### WHAT THE TASK ASKS
Below are some records; copy each line in them that contains "Armando".

[Stored data]
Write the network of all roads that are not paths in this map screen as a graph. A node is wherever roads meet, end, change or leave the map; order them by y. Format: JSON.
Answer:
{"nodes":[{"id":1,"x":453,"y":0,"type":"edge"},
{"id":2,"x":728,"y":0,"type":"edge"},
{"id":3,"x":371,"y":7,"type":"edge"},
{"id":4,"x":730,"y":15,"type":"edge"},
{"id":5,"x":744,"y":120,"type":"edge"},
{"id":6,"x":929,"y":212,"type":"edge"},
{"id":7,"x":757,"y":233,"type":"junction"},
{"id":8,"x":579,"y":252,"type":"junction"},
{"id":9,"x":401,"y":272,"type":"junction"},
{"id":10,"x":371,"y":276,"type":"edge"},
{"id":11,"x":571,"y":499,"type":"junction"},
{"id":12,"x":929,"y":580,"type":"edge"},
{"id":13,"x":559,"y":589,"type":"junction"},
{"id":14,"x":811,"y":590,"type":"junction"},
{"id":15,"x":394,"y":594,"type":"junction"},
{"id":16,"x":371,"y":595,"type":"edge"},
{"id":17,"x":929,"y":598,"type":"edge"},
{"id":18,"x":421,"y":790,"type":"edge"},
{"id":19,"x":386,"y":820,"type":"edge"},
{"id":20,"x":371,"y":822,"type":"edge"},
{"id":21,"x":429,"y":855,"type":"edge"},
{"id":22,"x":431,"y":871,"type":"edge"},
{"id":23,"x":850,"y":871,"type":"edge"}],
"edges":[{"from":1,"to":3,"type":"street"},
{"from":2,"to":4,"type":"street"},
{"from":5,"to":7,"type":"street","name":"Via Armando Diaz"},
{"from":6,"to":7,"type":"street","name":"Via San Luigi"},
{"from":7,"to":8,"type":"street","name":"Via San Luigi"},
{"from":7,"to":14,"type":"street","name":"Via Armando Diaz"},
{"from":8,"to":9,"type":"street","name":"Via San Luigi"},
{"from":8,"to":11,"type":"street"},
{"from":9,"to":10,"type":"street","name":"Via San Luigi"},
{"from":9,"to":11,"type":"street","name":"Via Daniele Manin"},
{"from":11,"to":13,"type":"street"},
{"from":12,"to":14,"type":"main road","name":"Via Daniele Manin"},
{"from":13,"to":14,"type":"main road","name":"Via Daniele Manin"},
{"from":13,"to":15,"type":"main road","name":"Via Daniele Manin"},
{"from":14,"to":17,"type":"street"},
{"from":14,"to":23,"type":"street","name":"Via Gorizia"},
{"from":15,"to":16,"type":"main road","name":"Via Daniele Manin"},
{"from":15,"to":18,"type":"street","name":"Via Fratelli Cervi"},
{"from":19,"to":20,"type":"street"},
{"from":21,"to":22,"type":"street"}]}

### ANSWER TO THE EXERCISE
{"from":5,"to":7,"type":"street","name":"Via Armando Diaz"},
{"from":7,"to":14,"type":"street","name":"Via Armando Diaz"},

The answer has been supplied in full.